Part of the File vs Dir problem could be fixed just by renaming the types, so it's clear we are really just talking about the trailing path separator and not about actual file type concepts, which the IO-free path code doesn't know about anyway.

But even then, the API will remain complicated for some use cases, so the question is: when do we have to know about trailing path separators? And do we at compile-time? Since we are not in a shell, we are only talking about low-level POSIX functions, basically.

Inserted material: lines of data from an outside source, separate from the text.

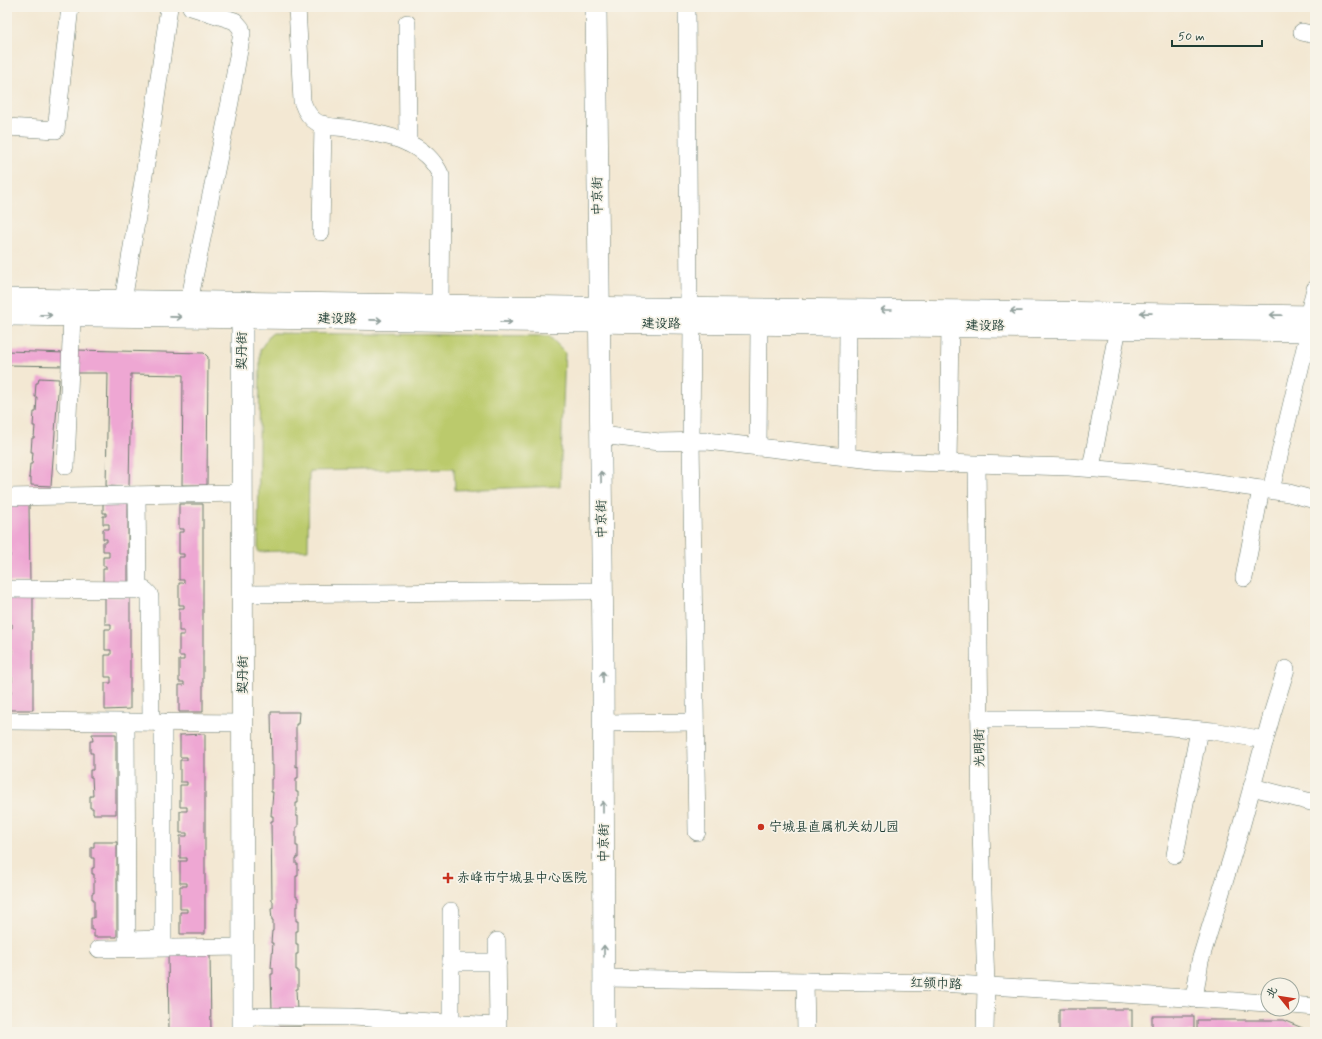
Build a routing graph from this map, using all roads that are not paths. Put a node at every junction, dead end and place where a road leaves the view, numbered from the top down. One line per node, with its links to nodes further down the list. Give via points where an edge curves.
1 (70, 7): 10 (street, via 56,130)
2 (169, 7): 15 (street)
3 (191, 7): 16 (street, via 235,21 242,33)
4 (297, 7): 9 (street, via 302,101 308,114 319,124)
5 (581, 7): 19 (main road, 中京街)
6 (596, 7): 19 (main road, 中京街)
7 (687, 7): 21 (street)
8 (407, 22): 11 (street)
9 (323, 124): 11 (street); 12 (street)
10 (7, 127)
11 (408, 143): 17 (street, via 421,150 436,166 441,176)
12 (321, 232)
13 (1315, 289): 23 (street)
14 (7, 300): 15 (main road, 建设路)
15 (123, 301): 16 (main road, 建设路)
16 (189, 302): 17 (main road, 建设路)
17 (440, 306): 19 (main road, 建设路)
18 (7, 315): 20 (main road, 建设路, one-way to 20)
19 (592, 315): 21 (main road, 建设路); 22 (main road, 建设路, one-way to 19); 28 (main road, 中京街); 44 (main road, 中京街)
20 (72, 316): 22 (main road, 建设路, one-way to 22); 34 (street)
21 (691, 316): 23 (main road, 建设路, one-way to 21, via 986,311); 24 (main road, 建设路); 29 (street)
22 (242, 318): 37 (main road, 契丹街)
23 (1312, 323): 27 (main road, 建设路); 36 (street)
24 (759, 324): 25 (main road, 建设路); 30 (street)
25 (848, 325): 26 (main road, 建设路); 31 (street)
26 (950, 326): 27 (main road, 建设路); 32 (street)
27 (1118, 328): 35 (street)
28 (601, 435): 29 (street, via 659,442); 53 (main road, 中京街, one-way to 28)
29 (691, 441): 30 (street); 51 (street)
30 (758, 447): 31 (street)
31 (847, 457): 32 (street)
32 (948, 464): 33 (street)
33 (977, 465): 35 (street); 47 (street, 光明街)
34 (66, 466)
35 (1091, 468): 36 (street, via 1150,473)
36 (1266, 490): 40 (street); 41 (street)
37 (243, 493): 38 (street); 45 (main road, 契丹街)
38 (137, 495): 39 (street); 43 (street)
39 (7, 497)
40 (1315, 500)
41 (1244, 578)
42 (7, 589): 43 (street)
43 (138, 589): 50 (street, via 145,590 150,597)
44 (588, 591): 45 (street); 75 (main road, 中京街)
45 (243, 594): 52 (main road, 契丹街)
46 (1286, 669): 55 (street)
47 (980, 719): 54 (street, via 1086,719); 68 (street, 光明街)
48 (7, 720): 49 (street)
49 (126, 722): 50 (street); 50 (street, via 127,940 163,939)
50 (157, 722): 52 (street)
51 (695, 722): 53 (street); 58 (street)
52 (243, 723): 62 (main road, 契丹街)
53 (603, 723): 66 (main road, 中京街, one-way to 53)
54 (1199, 730): 55 (street); 59 (street)
55 (1265, 740): 56 (street)
56 (1252, 787): 57 (street); 69 (street, via 1200,961)
57 (1315, 803)
58 (697, 832)
59 (1175, 855)
60 (451, 911): 64 (street)
61 (497, 941): 65 (street)
62 (243, 947): 63 (street); 73 (main road, 契丹街)
63 (99, 949)
64 (451, 962): 65 (street); 74 (street)
65 (498, 962): 74 (street, via 498,1025)
66 (604, 978): 67 (street, 红领巾路); 76 (main road, 中京街)
67 (805, 981): 68 (street, 红领巾路); 77 (street)
68 (986, 986): 69 (street, 红领巾路); 78 (street, 光明街)
69 (1194, 998): 70 (street, 红领巾路)
70 (1260, 1003)
71 (1300, 1006): 72 (street)
72 (1315, 1007)
73 (243, 1024): 74 (street, via 352,1017)
74 (451, 1024)
75 (590, 1032)
76 (604, 1032)
77 (806, 1032)
78 (985, 1032)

A few suggestions on how to fix this maybe:

  1. just remove the information about trailing path separators from the type and let us deal with it when we actually care about it (no guarantee whether any path ends in a trailing path separator)
  2. just remove the information about trailing path separators from the type and also strip them when constructing a path, so all paths have no trailing separator except '/' (probably not a good idea if we want to ship this as a library)
  3. encode the information about trailing path separators on constructor-level, so we can access it when we actually care about (will cause us to change a few types to Maybe foo)
  4. rewrite some of the library functions (basename :: Path b t -> Path Rel t instead of filename :: Path b File -> Path Rel File and dirname :: Path b Dir -> Path Rel Dir) so they don't force us to make a decision that often/early

What information to encode on file level?

  • name
  • path (via proper Path type)
  • type (via constructor?)
  • fileinfo like modification time, device id, ...

Proposal for File type

-- |Represents a file. The `anchor` field is the base path
-- to that file without the filename.
data AnchoredFile a =
  (:/) { anchor :: String, file :: File a }
  deriving (Eq, Show)

-- |The String in the name field is always a file name, never a full path.
-- The free type variable is used in the File/Dir constructor and can hold
-- Handles, Strings representing a file's contents or anything else you can
-- think of. We catch any IO errors in the Failed constructor. an Exception
-- can be converted to a String with 'show'.
data File a =
    Failed {
    name :: String
  , err  :: IOException
  }
  | Dir {
    name :: FileName
  , fvar :: a
  }
  | RegFile {
    name :: String
  , fvar :: a
  }
  | SymLink {
    name  :: String
  , fvar  :: a
  , sdest :: AnchoredFile a  -- ^ symlink madness,
                             --   we need to know where it points to
  }
  | BlockDev {
    name :: String
  , fvar :: a
  }
  | CharDev {
    name :: String
  , fvar :: a
  }
  | NamedPipe {
    name :: String
  , fvar :: a
  }
  | Socket {
    name :: String
  , fvar :: a
  } deriving (Show, Eq)

-- |This can be thrown into the free `a` variable of `File`.
data FileInfo = FileInfo {
    deviceID :: DeviceID
  , fileID :: FileID
  , fileMode :: FileMode
  , linkCount :: LinkCount
  , fileOwner :: UserID
  , fileGroup :: GroupID
  , specialDeviceID :: DeviceID
  , fileSize :: FileOffset
  , accessTime :: EpochTime
  , modificationTime :: EpochTime
  , statusChangeTime :: EpochTime
} deriving (Show, Eq, Ord)

However, this does not use a strict path type. Since we construct the File via special functions, do we even need it at that point?